→ ASSIGNMENT:
Within this material, find every line where the string "Capulín" appears, and copy it out.

(Beginning of RECORDS FOR PROCESSING)

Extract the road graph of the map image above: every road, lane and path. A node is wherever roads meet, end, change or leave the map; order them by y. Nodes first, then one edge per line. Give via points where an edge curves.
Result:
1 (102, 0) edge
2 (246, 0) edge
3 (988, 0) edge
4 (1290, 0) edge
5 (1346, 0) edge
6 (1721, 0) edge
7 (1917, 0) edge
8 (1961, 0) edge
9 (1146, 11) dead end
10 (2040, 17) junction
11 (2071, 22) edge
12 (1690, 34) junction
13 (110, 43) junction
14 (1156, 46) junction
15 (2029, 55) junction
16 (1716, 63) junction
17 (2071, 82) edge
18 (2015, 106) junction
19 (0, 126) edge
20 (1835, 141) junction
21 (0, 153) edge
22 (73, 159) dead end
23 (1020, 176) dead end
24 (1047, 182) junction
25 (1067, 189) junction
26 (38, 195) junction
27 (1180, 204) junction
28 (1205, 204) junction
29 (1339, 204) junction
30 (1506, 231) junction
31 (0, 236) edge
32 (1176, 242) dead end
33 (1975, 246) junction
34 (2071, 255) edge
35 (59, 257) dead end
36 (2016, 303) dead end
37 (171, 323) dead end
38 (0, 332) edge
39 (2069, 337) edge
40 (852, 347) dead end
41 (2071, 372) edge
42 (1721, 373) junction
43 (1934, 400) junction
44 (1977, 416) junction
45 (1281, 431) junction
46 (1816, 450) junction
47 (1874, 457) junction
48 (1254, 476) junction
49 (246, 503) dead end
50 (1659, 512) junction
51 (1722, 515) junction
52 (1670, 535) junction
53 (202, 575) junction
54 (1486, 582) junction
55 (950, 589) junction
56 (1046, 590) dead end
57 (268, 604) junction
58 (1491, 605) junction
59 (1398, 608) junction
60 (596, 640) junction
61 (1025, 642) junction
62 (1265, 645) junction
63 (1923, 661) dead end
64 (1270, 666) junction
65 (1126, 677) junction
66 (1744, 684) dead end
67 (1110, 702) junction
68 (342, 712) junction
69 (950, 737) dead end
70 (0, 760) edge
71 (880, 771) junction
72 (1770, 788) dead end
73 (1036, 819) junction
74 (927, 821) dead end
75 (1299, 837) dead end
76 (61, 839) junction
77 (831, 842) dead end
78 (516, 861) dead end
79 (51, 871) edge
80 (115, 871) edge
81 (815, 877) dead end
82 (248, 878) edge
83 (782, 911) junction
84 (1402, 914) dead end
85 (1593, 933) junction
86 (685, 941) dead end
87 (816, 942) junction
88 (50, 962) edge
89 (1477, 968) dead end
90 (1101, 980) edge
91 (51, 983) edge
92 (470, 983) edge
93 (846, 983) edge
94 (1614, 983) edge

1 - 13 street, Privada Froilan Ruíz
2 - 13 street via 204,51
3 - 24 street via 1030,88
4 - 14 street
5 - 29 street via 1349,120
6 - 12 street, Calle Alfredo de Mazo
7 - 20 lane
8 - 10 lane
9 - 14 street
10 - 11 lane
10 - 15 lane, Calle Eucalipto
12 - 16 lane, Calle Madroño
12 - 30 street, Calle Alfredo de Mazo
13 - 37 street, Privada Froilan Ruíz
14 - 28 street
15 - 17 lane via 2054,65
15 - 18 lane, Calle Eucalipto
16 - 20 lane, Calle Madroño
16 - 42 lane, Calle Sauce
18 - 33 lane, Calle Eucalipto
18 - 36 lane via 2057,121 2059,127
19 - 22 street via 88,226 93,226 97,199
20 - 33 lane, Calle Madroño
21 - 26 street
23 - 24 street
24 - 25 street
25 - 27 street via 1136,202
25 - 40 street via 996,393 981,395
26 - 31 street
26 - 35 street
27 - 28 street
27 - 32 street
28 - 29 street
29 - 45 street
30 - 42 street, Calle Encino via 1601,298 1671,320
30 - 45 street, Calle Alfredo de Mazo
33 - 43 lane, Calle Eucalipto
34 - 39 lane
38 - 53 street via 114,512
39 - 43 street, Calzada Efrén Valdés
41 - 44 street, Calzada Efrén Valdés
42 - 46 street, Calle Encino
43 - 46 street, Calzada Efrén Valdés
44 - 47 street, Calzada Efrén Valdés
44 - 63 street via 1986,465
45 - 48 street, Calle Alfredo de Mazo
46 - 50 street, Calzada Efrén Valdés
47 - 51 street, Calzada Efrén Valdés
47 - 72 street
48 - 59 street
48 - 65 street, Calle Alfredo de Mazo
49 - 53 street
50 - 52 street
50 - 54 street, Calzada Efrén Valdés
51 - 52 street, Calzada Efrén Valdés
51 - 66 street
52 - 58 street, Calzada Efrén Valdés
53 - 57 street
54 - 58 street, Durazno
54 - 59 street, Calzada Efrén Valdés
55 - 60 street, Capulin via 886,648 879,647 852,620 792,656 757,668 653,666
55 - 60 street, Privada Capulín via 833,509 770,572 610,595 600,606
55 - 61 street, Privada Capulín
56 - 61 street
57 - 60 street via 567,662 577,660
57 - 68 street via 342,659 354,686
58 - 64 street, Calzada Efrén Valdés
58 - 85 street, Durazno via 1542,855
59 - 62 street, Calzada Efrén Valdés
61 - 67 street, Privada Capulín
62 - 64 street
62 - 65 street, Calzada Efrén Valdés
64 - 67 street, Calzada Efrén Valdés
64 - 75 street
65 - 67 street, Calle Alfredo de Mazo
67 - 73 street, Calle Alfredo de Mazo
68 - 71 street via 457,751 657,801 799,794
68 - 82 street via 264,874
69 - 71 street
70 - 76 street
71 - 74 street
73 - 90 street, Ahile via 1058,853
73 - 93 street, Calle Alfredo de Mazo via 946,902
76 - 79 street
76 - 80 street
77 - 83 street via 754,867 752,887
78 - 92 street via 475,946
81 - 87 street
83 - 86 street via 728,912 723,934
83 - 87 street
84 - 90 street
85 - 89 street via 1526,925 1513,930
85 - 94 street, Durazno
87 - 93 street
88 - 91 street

(End of RECORDS FOR PROCESSING)

→ FINISHED TASK:
55 - 60 street, Privada Capulín via 833,509 770,572 610,595 600,606
55 - 61 street, Privada Capulín
61 - 67 street, Privada Capulín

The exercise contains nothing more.